Adjami, tal como Shakespeare, inspira-se onde quer que a encontre. E como o Bardo, ele faz suas próprias fontes, alquimizando o material para o final do romance.
A produção em turnê de “Stereophonic” ilustra como o elenco original foi essencial para o sucesso da peça.
(Julieta Cervantes)
Aparecendo em 1976 e 1977, “Stereophonic” oferece uma visão panorâmica do fly-on-the-wall da banda. Ao gravar um novo álbum com grandes expectativas, o grupo explora conflitos românticos e espirais autodestrutivas, ciúme tóxico e medo de inseguranças. É provável que a popularidade desenvolva uma patologia que se intensifica com o tempo.

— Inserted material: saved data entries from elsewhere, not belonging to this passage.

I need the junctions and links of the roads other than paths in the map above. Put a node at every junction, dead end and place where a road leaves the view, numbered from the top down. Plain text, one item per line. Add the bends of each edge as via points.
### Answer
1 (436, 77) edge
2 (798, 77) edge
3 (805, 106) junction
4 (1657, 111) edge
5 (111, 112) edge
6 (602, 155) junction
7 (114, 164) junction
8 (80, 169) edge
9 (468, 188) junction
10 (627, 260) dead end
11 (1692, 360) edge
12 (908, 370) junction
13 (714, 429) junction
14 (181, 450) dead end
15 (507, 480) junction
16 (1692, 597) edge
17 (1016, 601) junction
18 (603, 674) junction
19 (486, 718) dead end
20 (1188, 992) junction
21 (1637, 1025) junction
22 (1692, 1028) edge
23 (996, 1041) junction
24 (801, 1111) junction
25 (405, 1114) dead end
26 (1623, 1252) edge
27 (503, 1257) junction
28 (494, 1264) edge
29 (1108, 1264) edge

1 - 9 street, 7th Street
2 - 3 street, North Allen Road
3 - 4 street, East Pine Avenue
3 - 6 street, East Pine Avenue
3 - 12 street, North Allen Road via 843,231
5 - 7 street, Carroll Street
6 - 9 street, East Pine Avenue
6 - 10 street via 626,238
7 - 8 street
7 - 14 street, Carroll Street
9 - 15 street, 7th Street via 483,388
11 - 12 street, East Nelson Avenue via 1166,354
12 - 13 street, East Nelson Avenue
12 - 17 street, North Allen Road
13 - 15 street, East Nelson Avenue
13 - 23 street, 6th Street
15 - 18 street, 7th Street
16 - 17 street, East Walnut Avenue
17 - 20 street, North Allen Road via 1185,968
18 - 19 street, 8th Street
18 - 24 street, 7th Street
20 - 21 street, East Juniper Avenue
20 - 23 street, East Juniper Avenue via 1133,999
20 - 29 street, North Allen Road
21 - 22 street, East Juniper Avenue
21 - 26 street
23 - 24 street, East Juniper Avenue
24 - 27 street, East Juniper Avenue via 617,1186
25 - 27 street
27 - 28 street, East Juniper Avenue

Diana (Claire de Jean) é o Steve Nix da banda. Linda, dolorosamente vulnerável e cheia de talento lírico, ela está envolvida em um relacionamento com Peter (Denver Millard), Lindsay Buckingham do grupo, que busca a perfeição musical a qualquer custo.

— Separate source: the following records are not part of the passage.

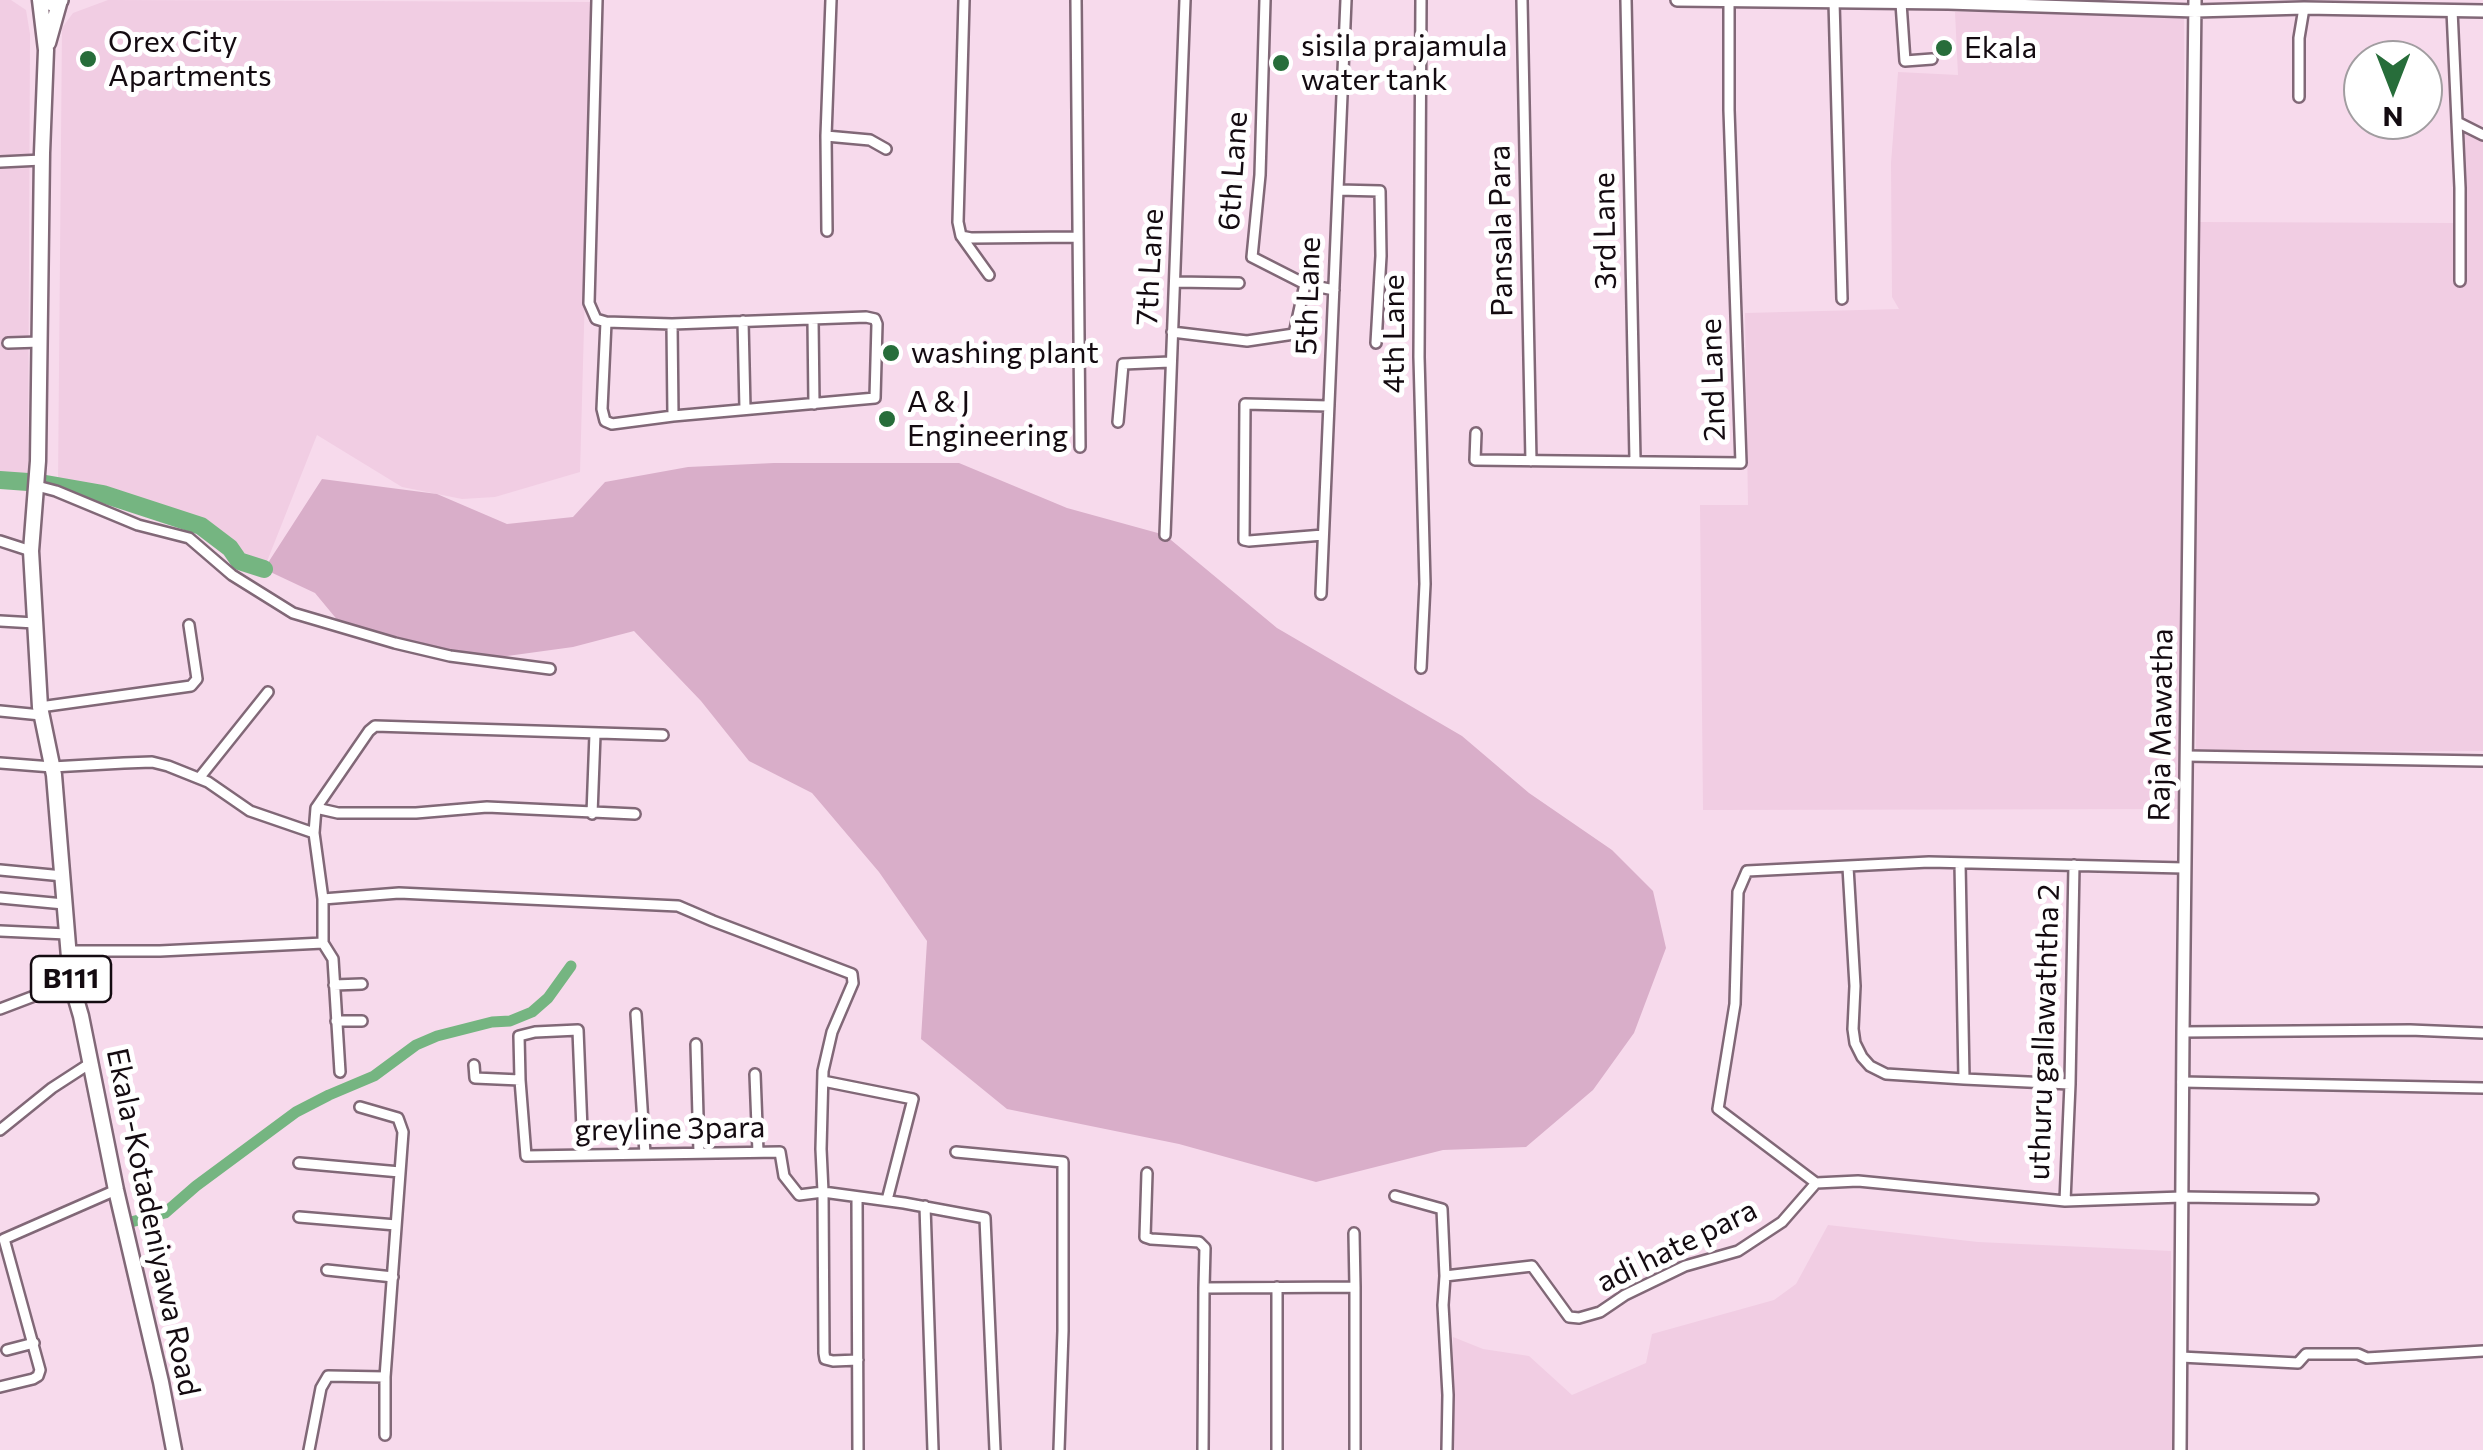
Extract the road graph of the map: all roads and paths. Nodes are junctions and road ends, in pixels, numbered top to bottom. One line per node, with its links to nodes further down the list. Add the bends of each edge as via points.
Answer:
1 (42, 0): 2 (highway); 21 (main road, Ekala-Kotadeniyawa Road / B111)
2 (60, 0): 21 (main road, Ekala-Kotadeniyawa Road / B111)
3 (597, 0): 43 (street, via 589,303 596,320)
4 (831, 0): 26 (street)
5 (964, 0): 32 (street)
6 (1076, 0): 33 (street)
7 (1185, 0): 36 (street, 7th Lane)
8 (1266, 0): 38 (street, 6th Lane, via 1252,257)
9 (1346, 0): 30 (street, 5th Lane)
10 (1420, 0): 68 (street, 4th Lane)
11 (1522, 0): 58 (street, Pansala Para)
12 (1626, 0): 57 (street, 3rd Lane)
13 (1677, 0): 15 (street)
14 (1834, 1): 15 (street); 16 (street); 40 (street)
15 (1729, 2): 57 (street, 2nd Lane, via 1741,463)
16 (1902, 2): 17 (street); 22 (street, via 1905,61)
17 (2195, 6): 18 (street); 75 (street, Raja Mawatha)
18 (2304, 8): 19 (street); 23 (street)
19 (2452, 10): 20 (street); 24 (street)
20 (2483, 11)
21 (46, 50): 28 (main road, Ekala-Kotadeniyawa Road / B111)
22 (1932, 59)
23 (2299, 98)
24 (2457, 122): 25 (street); 35 (street)
25 (2483, 135)
26 (826, 136): 27 (street, via 870,140); 31 (street)
27 (886, 149)
28 (42, 160): 29 (street); 46 (main road, Ekala-Kotadeniyawa Road / B111)
29 (0, 162)
30 (1338, 190): 39 (street, 5th Lane); 48 (street, via 1380,191)
31 (827, 231)
32 (960, 236): 33 (street); 34 (street)
33 (1078, 237): 56 (street)
34 (989, 274)
35 (2460, 281)
36 (1175, 282): 37 (street); 45 (street, 7th Lane)
37 (1238, 282)
38 (1305, 284): 39 (street, 6th Lane); 45 (street, via 1294,334 1247,341)
39 (1334, 290): 51 (street, 5th Lane)
40 (1842, 299)
41 (813, 320): 42 (street); 50 (street); 50 (street, via 866,317 877,324 875,398)
42 (743, 321): 44 (street); 52 (street)
43 (606, 322): 44 (street); 53 (street, via 605,421)
44 (672, 324): 53 (street)
45 (1172, 332): 49 (street, 7th Lane)
46 (40, 342): 47 (street); 59 (main road, Ekala-Kotadeniyawa Road / B111)
47 (8, 343)
48 (1376, 343)
49 (1170, 362): 54 (street, via 1123,364); 61 (street, 7th Lane)
50 (814, 404): 52 (street)
51 (1328, 406): 60 (street, 5th Lane); 60 (street, via 1245,404 1244,540)
52 (745, 410): 53 (street)
53 (673, 416)
54 (1118, 422)
55 (1476, 433): 58 (street, 2nd Lane, via 1475,460)
56 (1080, 448)
57 (1634, 460): 58 (street, 2nd Lane)
58 (1531, 461)
59 (37, 486): 63 (main road, Ekala-Kotadeniyawa Road / B111); 69 (street, via 190,538 232,575 293,613 450,656)
60 (1324, 535): 64 (street, 5th Lane)
61 (1165, 536)
62 (0, 542): 63 (street)
63 (31, 551): 66 (main road, Ekala-Kotadeniyawa Road / B111)
64 (1321, 594)
65 (0, 622): 66 (street)
66 (35, 624): 72 (main road, Ekala-Kotadeniyawa Road / B111)
67 (189, 625): 72 (street, via 198,678 192,686)
68 (1420, 668)
69 (550, 669)
70 (268, 692): 79 (street)
71 (0, 711): 72 (street)
72 (41, 711): 78 (main road, Ekala-Kotadeniyawa Road / B111)
73 (594, 734): 74 (street); 80 (street, via 376,726); 81 (street)
74 (663, 735)
75 (2186, 756): 76 (street); 87 (street, Raja Mawatha)
76 (2483, 761)
77 (0, 763): 78 (street)
78 (52, 768): 79 (street, via 152,762); 89 (main road, Ekala-Kotadeniyawa Road / B111)
79 (200, 777): 83 (street, via 250,811)
80 (316, 808): 81 (street); 83 (street)
81 (592, 814): 82 (street)
82 (635, 814)
83 (314, 833): 91 (street)
84 (1960, 863): 85 (street); 86 (street); 111 (street)
85 (2074, 866): 87 (street); 115 (street, uthuru gallawaththa 2)
86 (1848, 867): 111 (street, via 1853,1028 1862,1057 1886,1074); 127 (street, via 1747,871 1738,892 1735,1004 1718,1109)
87 (2184, 868): 104 (street, Raja Mawatha)
88 (0, 870): 89 (street)
89 (63, 876): 92 (main road, Ekala-Kotadeniyawa Road / B111)
90 (0, 898): 92 (street)
91 (323, 899): 95 (street); 113 (street, via 399,893 678,906 852,974)
92 (64, 904): 94 (main road, Ekala-Kotadeniyawa Road / B111)
93 (0, 931): 94 (street)
94 (67, 934): 96 (main road, Ekala-Kotadeniyawa Road / B111)
95 (324, 943): 96 (street); 99 (street, via 333,959)
96 (69, 952): 97 (main road, Ekala-Kotadeniyawa Road / B111)
97 (72, 982): 100 (street); 107 (main road, Ekala-Kotadeniyawa Road / B111)
98 (362, 984): 99 (street)
99 (334, 985): 102 (street)
100 (0, 1010)
101 (636, 1014): 122 (street)
102 (336, 1021): 103 (street); 109 (street)
103 (362, 1021)
104 (2182, 1032): 105 (street); 114 (street, Raja Mawatha)
105 (2483, 1033)
106 (696, 1044): 121 (street)
107 (89, 1064): 118 (street); 128 (main road, Ekala-Kotadeniyawa Road / B111)
108 (474, 1065): 112 (street, via 474,1078)
109 (340, 1072)
110 (755, 1074): 119 (street)
111 (1964, 1079): 115 (street)
112 (520, 1080): 123 (street, greyline 3para, via 526,1156); 123 (street, via 520,1036 578,1030)
113 (823, 1082): 129 (street); 134 (street, via 914,1099)
114 (2182, 1082): 116 (street); 132 (street, Raja Mawatha)
115 (2070, 1084): 135 (street, uthuru gallawaththa 2)
116 (2483, 1088)
117 (360, 1107): 125 (street, via 398,1118)
118 (0, 1130)
119 (758, 1152): 121 (street, greyline 3para); 129 (street, greyline 3para, via 780,1152 784,1176 798,1195)
120 (956, 1152): 160 (street, via 1063,1162)
121 (699, 1153): 122 (street, greyline 3para)
122 (644, 1154): 123 (street, greyline 3para)
123 (583, 1155)
124 (299, 1163): 125 (street)
125 (400, 1172): 138 (street)
126 (1148, 1173): 145 (street, via 1145,1237 1199,1242)
127 (1816, 1183): 135 (street, uthuru gallawaththa 2, via 1858,1181); 142 (street, adi hate para, via 1782,1222 1738,1251 1685,1266 1579,1318 1569,1317 1532,1266)
128 (116, 1190): 140 (street); 155 (main road, Ekala-Kotadeniyawa Road / B111)
129 (824, 1192): 130 (street, greyline 3para); 151 (street, via 825,1358)
130 (857, 1196): 134 (street, greyline 3para); 151 (street)
131 (1395, 1196): 142 (street, via 1442,1209)
132 (2182, 1197): 133 (street, uthuru gallawaththa 2); 135 (street, uthuru gallawaththa 2); 150 (street, Raja Mawatha)
133 (2313, 1199)
134 (887, 1200): 136 (street, greyline 3para)
135 (2064, 1201)
136 (924, 1206): 158 (street); 159 (street, greyline 3para, via 985,1218)
137 (299, 1216): 138 (street)
138 (396, 1225): 143 (street)
139 (1354, 1234): 144 (street)
140 (2, 1240): 147 (street)
141 (327, 1270): 143 (street)
142 (1445, 1276): 164 (street)
143 (393, 1277): 152 (street)
144 (1355, 1287): 146 (street); 163 (street)
145 (1204, 1288): 146 (street); 161 (street)
146 (1277, 1288): 162 (street)
147 (34, 1344): 148 (street); 153 (street, via 38,1376)
148 (7, 1350)
149 (2483, 1351): 150 (street, via 2367,1358 2306,1354 2298,1363)
150 (2181, 1358): 165 (street, Raja Mawatha)
151 (858, 1360): 157 (street)
152 (386, 1378): 154 (street); 156 (street, via 328,1376)
153 (0, 1387)
154 (385, 1435)
155 (174, 1450)
156 (309, 1450)
157 (858, 1450)
158 (934, 1450)
159 (995, 1450)
160 (1059, 1450)
161 (1203, 1450)
162 (1277, 1450)
163 (1355, 1450)
164 (1447, 1450)
165 (2180, 1450)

O relacionamento deles é tão rico profissionalmente quanto pessoalmente devastador. A ambição de Diana é acompanhada por suas dúvidas. Ela é sensível ao swingali, mas ainda não quer que ninguém lhe diga como escrever suas músicas.
Peter, um competidor furioso, não pode deixar de se ressentir da facilidade natural do talento de Diana, mesmo sendo a música do primeiro álbum que traz a banda de volta ao foco. Sua inteligência é encantadora, enquanto a alma dela parece brotar naturalmente dele.
Artisticamente são interdependentes, mas a tensão entre eles não é sustentável. E como o jogo deixa claro, não há como manter suas vidas pessoais fora do estúdio.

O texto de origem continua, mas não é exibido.